1844 (12.4.), Strasbourg 7 (100), Me Boersch n° 4693
Vente – a comparu François Antoine Nœtinger, notaire à Strasbourg où il demeure, agissant tant en son nom personnel qu’aux noms et comme se portant fort pour 1° Marie Charles Henri Alfred Nœtinger, 2° Marie Louis Edgar Nœtinger, 3° Marie François Victor Nœtinger, 4° Et Marie Joseph Ferdinand Nœtinger ses quatre fils seuls enfants survivans issus de son mariage avec feu Dame Amélie Madeleine Wengler
à M. Frédéric Théodore Porst, huissier à Strasbourg où il demeure
Une maison d’habitation consistant en bâtiment de devant, bâtiment latéral et bâtiment de derrière avec cour, porte cochère et porte de derrière, appartenances & dépendances sise à Strasbourg rue Sainte Barbe vers la place d’armes n° 10 tenant d’un côté au S Imbs, de l’autre au Sr acquéreur et à sa mère, par devant ladite rue et par derrière le Rottengaessel, Mr Pross et la veuve Hoffmann. (…) y compris les objets mobiliers ciaprès désignés savoir, 1° Une glace à la cheminée de la première chambre au premier étage de la maison de devant, 2° Trois glaces au premier étage de la maison de derrière ainsi qu’un fourneau en fayence, 3° Trois glaces et une console jaune au deuxième étage de la maison de derrière, 4° Et enfin toutes les séparations et rayons en sapin au rez de chaussée et tous les volets et jalousies.
M. Nœtinger déclare que l’immeuble présentement vendu dépendait de la succession de feu Me Henri Joseph Wengler père de lad. défunte épouse, vivant notaire honoraire à Strasbourg, ainsi qu’il est constaté par l’inventaire de sa succession dressé par Me Boersch l’un des notaires soussignés le 23 novembre 1837, enregistré, Et duquel Me Wengler lesd. quatre fils Nœtinger susnommés étaient par représentation de leur mère seuls héritiers conjointement avec Dlle Amélie Marie Nœtinger leur sœur germaine décédée depuis en laissant pour héritiers son père pour le quart de sa succession et des 3 frères pour les trois quarts restants. M. Wengler avait acquis lad. maison des héritiers de M. Jacques Jérémie Oberlin vivant professeur à l’académie de Strasbourg aux termes d’un contrat de vente reçu par Me Stoeber fils le 28 mars 1807, enregistré, et dont le prix se trouve entièrement acquitté ainsi qu’il en a été justifié à M Porst acquéreur. M. Oberlin en avait fait l’acquisition de M. Rrené Froydevaux, menuisier à Strasbourg par contrat passé devant la Chambre des contrats de cette ville le 23 janvier 1776.

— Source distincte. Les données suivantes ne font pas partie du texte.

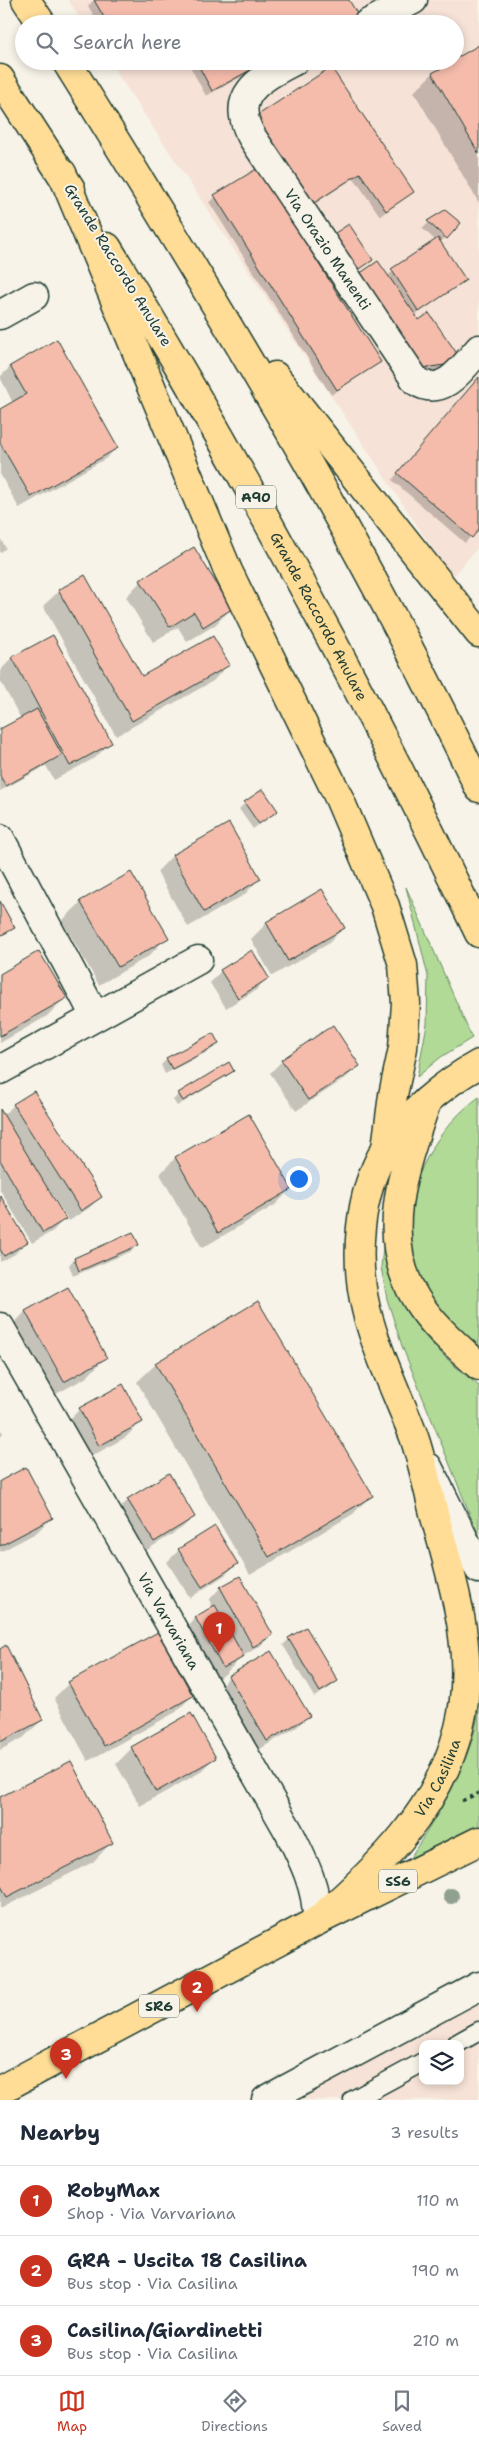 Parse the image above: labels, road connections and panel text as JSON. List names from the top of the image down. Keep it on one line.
{"streets":{"main road":["Grande Raccordo Anulare","A90","Via Casilina","SS6","SR6"],"street":["Via Orazio Manenti","Via Varvariana"]},"crossings":[["Via Varvariana","Via Casilina"]],"page":{"search":"Search here","pins":["1","2","3"],"heading":["Nearby","3 results"],"list":[{"mark":"1","name":"RobyMax","note":"Shop · Via Varvariana","value":"110 m"},{"mark":"2","name":"GRA - Uscita 18 Casilina","note":"Bus stop · Via Casilina","value":"190 m"},{"mark":"3","name":"Casilina/Giardinetti","note":"Bus stop · Via Casilina","value":"210 m"}],"nav":["Map","Directions","Saved"]}} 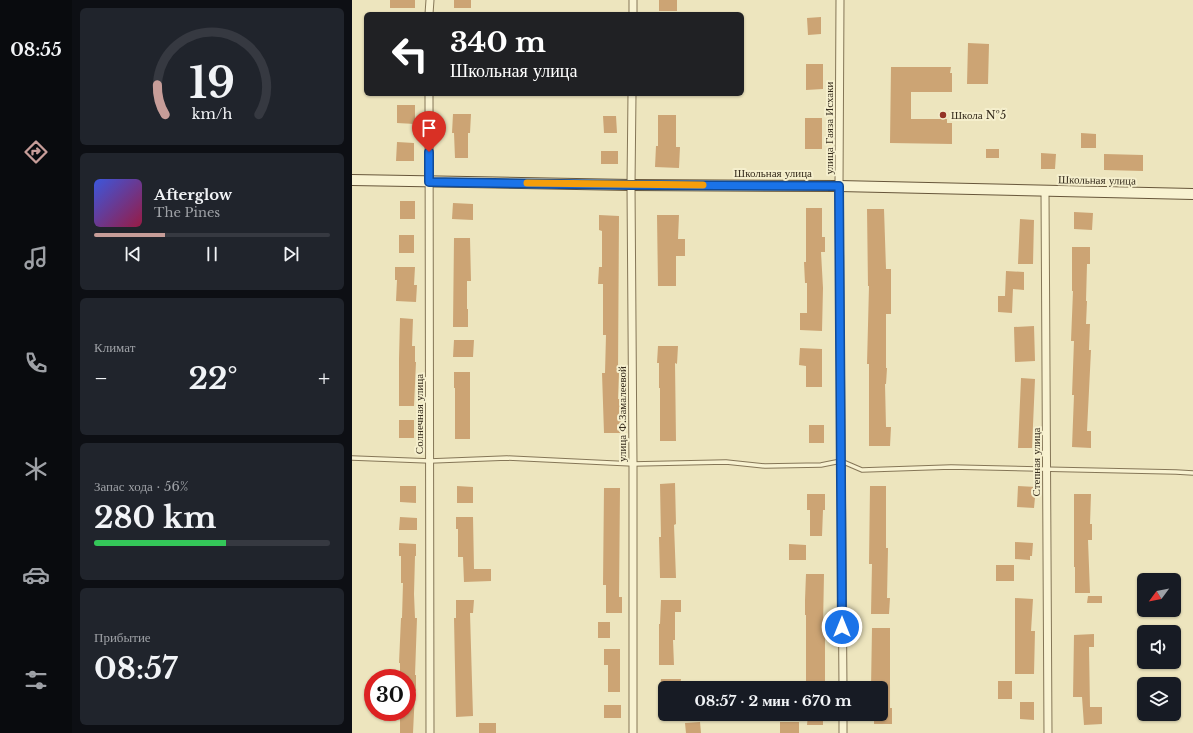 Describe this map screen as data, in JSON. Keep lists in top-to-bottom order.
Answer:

M. Nœtinger déclaré en outre que la même maison avait déjà une fois été aliénée par lui aux noms de sesd. enfants en faveur de M. Bruch Schlesinger, alors agent d’affaires en cette ville, aujourd’hui en état de faillite, suivant acte passé devant led. notaire Boersch le 7 décembre 1838 enregistré et transcrit au bureau des hypothèques de cette ville le 14 janvier de l’année suivant vol. 292 N° 99. Mais M. Schlesinger susdit n’ayant pas acquitté la somme de 24 000 francs due aux vendeurs, M. Nœtinger intenta contre lui l’action en résolution de vente et obtint sous la date du 8 décembre 1843 un jugement du tribunal civil de première instance séant à Strasbourg résolvant led. contrat de vente et abandonnant de l’immeuble vendu à la libre disposition des vendeurs – moyennant le prix de 24 000 francs

Frédéric Théodore Porst suspend la servitude de son voisin Joseph Imbs, propriétaire de la maison voisine au nord

1847 (9.4.), Enregistrement de Strasbourg, ssp 99 (1878) f° 10-v – acte sous seing privé du 3 avril
Déclaration de servitude – Je soussigné Joseph Imbs Peintre Doreur à Strasbourg propr. de la Maison rue Ste Barbe n° 9 par Ces présentes que c’est par simple Tolérance que mon Voisin Porst propr. de la Maison même rue N° 10 m’a permis d’ôter les Barreaux de fer qui Garnissaient les deux Croisées donnant d’une Chambre du rez de chaussée de ma propriété Sur Celle du Sr Porst, Jours qui du Reste sont masqués Par un petit Mur d’Enceinte.
Je m’engage à la première demande du Sr Porst de Restaurer à mes frais les dits Barreaux de fer aux dites Croisées dans les entailles qu’on remarque encore dans l’Encadrement en pierre de Ces fenêtres.
J’ai signé au Sr Porst le Présent Pour interrompre toutes prescription et pour que Cette tolérance de sa Part ne puisse Par le tems degenerer en droit.